> _About this task_:
Without the pictures, write the listing below out again, line for line.

> _Data to process_:
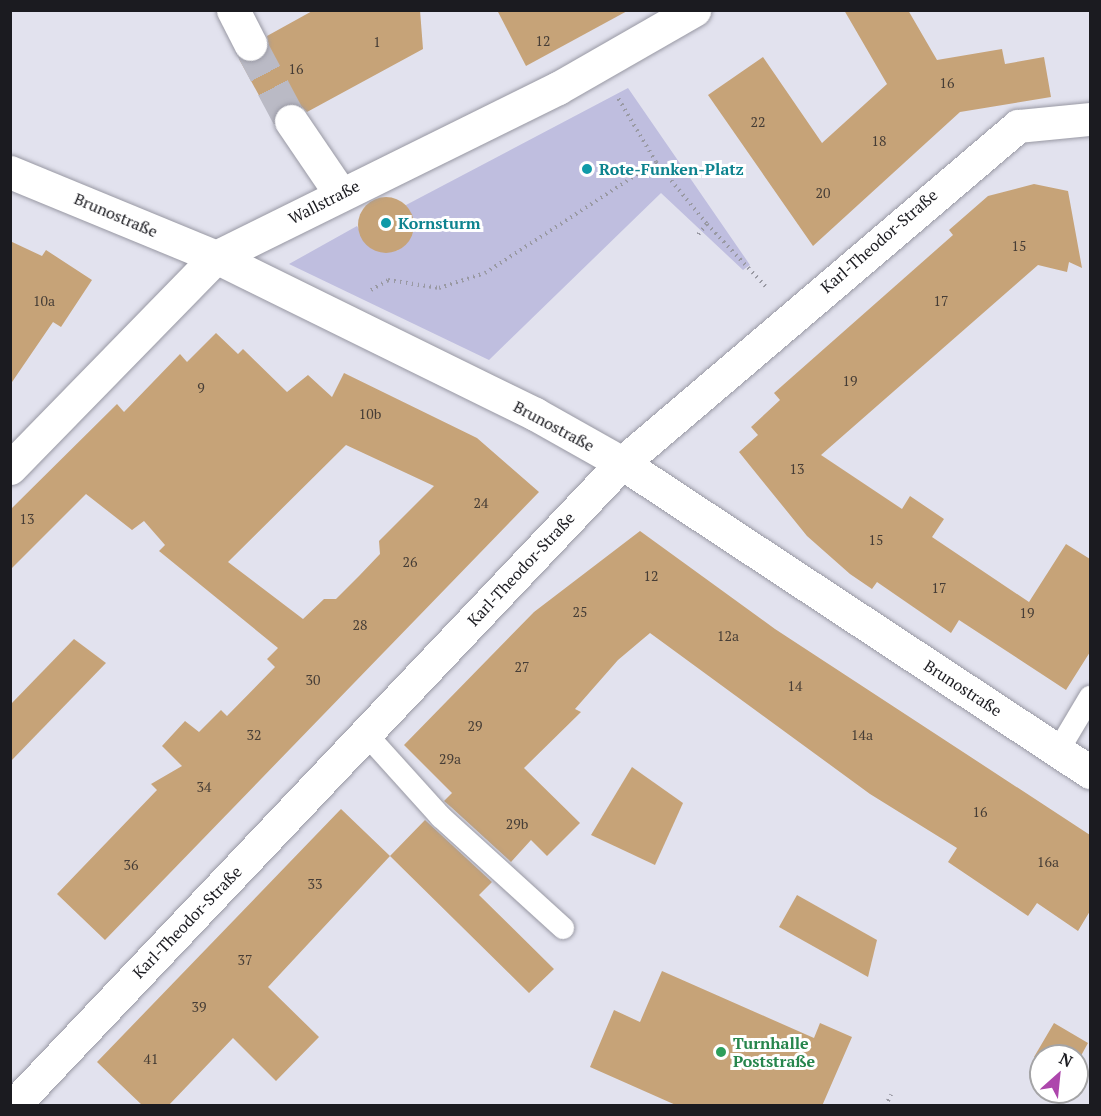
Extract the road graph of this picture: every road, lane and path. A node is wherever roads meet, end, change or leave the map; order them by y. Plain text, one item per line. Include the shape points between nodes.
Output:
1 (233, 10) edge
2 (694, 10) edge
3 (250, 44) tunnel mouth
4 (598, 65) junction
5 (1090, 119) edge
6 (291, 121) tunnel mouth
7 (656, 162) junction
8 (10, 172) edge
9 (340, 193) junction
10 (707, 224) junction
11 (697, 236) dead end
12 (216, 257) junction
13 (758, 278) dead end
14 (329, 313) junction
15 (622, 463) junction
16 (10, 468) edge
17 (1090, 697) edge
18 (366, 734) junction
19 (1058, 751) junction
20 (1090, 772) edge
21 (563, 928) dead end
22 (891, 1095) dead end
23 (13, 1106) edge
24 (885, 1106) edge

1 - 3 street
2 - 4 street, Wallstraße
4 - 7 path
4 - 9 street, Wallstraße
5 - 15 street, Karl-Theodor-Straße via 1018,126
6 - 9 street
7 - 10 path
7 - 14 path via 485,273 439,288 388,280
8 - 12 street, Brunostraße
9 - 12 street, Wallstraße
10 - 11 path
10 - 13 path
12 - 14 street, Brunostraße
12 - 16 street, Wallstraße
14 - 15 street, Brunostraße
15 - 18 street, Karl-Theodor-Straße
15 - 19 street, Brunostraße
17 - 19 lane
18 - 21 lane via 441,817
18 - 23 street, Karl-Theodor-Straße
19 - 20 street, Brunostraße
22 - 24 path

> _Response_:
Extract the road graph of this picture: every road, lane and path. A node is wherever roads meet, end, change or leave the map; order them by y. Plain text, one item per line. Include the shape points between nodes.
Output:
1 (233, 10) edge
2 (694, 10) edge
3 (250, 44) tunnel mouth
4 (598, 65) junction
5 (1090, 119) edge
6 (291, 121) tunnel mouth
7 (656, 162) junction
8 (10, 172) edge
9 (340, 193) junction
10 (707, 224) junction
11 (697, 236) dead end
12 (216, 257) junction
13 (758, 278) dead end
14 (329, 313) junction
15 (622, 463) junction
16 (10, 468) edge
17 (1090, 697) edge
18 (366, 734) junction
19 (1058, 751) junction
20 (1090, 772) edge
21 (563, 928) dead end
22 (891, 1095) dead end
23 (13, 1106) edge
24 (885, 1106) edge

1 - 3 street
2 - 4 street, Wallstraße
4 - 7 path
4 - 9 street, Wallstraße
5 - 15 street, Karl-Theodor-Straße via 1018,126
6 - 9 street
7 - 10 path
7 - 14 path via 485,273 439,288 388,280
8 - 12 street, Brunostraße
9 - 12 street, Wallstraße
10 - 11 path
10 - 13 path
12 - 14 street, Brunostraße
12 - 16 street, Wallstraße
14 - 15 street, Brunostraße
15 - 18 street, Karl-Theodor-Straße
15 - 19 street, Brunostraße
17 - 19 lane
18 - 21 lane via 441,817
18 - 23 street, Karl-Theodor-Straße
19 - 20 street, Brunostraße
22 - 24 path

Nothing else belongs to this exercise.